In a joint statement released following the announcement of the suspensions, the five players said they were "deeply sorry to everyone involved" and their behaviour had "fallen well short" of the standards expected and the values of the club.

The AFL had intended to release the 2026 All-Australian squad – representing the 46 best-performed players from the 2026 season – on the evening of 17 August, before it was delayed when the incident was revealed. On 19 August, the AFL confirmed that the five suspended Sydney players would not be considered for selection in the All-Australian squad. Blakey, Heeney and Warner were seen as in contention to make the squad based on their performances from the 2026 season.

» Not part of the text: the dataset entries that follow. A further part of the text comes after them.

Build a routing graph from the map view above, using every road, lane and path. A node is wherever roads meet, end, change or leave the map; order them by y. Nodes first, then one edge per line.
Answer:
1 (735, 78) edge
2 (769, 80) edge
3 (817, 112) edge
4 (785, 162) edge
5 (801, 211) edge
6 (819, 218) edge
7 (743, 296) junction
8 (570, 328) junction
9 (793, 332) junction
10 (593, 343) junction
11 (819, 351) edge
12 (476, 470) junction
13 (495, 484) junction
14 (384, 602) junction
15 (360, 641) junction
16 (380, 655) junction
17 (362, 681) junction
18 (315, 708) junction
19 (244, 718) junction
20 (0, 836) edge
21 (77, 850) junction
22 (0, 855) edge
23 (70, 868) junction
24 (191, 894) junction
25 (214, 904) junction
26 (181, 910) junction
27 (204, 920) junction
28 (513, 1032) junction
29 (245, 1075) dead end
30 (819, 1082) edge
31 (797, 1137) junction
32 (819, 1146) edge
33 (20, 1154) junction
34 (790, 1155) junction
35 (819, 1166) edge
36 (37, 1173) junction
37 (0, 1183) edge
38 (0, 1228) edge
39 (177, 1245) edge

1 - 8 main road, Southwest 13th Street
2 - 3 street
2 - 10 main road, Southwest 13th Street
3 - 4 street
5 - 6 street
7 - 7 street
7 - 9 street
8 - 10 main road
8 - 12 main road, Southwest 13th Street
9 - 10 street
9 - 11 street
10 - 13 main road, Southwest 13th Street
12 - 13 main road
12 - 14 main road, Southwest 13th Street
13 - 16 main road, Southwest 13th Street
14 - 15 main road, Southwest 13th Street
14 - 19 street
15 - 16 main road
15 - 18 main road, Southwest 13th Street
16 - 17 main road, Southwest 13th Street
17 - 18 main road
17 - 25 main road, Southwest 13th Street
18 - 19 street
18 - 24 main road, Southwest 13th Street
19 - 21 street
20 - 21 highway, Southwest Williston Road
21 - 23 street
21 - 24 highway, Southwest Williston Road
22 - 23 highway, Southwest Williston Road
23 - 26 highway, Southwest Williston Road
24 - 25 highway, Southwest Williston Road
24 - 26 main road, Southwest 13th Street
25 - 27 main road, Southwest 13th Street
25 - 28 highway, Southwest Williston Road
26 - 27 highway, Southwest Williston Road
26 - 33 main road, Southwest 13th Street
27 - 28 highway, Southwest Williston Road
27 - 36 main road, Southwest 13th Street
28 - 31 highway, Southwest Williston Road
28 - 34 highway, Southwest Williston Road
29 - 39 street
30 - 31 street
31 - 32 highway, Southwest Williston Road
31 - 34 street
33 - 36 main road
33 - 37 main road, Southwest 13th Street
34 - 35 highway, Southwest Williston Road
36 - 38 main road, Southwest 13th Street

===Impact on Sydney's season===
At the time of the incident, Sydney had secured second place on the AFL ladder regardless of the result of its one remaining match, guaranteeing a home qualifying final and double chance. However, the suspensions of the five players, and mental impact to the rest of the team, meant that their chances at winning the premiership were seen to have dropped dramatically. The team immediately fell from $6.50–7.00 second favouritism in premiership betting, out to a seventh favourite paying $26–$34, and was not even favoured by betting agencies to win its round 24 match against 14th-placed North Melbourne. Sydney chairman Andrew Pridham, in announcing the suspensions, said the club's board had accepted that it had effectively "torpedoed its season" with its decision.

Sydney won its round 24 match against North Melbourne by 53 points, with several players shedding tears at the end of the match in the emotion of the victory.

Two weeks later, Sydney hosted third-placed and eventual premiers in a qualifying final in which it was considered a $3.50 underdog with bookmakers; and its chances of victory fell further when captain Callum Mills ruptured his anterior cruciate ligament in the first quarter, ending his match and season. However, Sydney dominated the match, winning 21.15 (141) def. 13.10 (88) by 53 points. It was considered one of the biggest finals upsets of all time, and it was described by some, including forward Tom Papley, as one of the greatest wins in the club's history. Sydney's season ended when they lost the preliminary final against Fremantle Football Club two weeks later, leading in the third quarter before conceding the last six goals to be overrun by 12 points.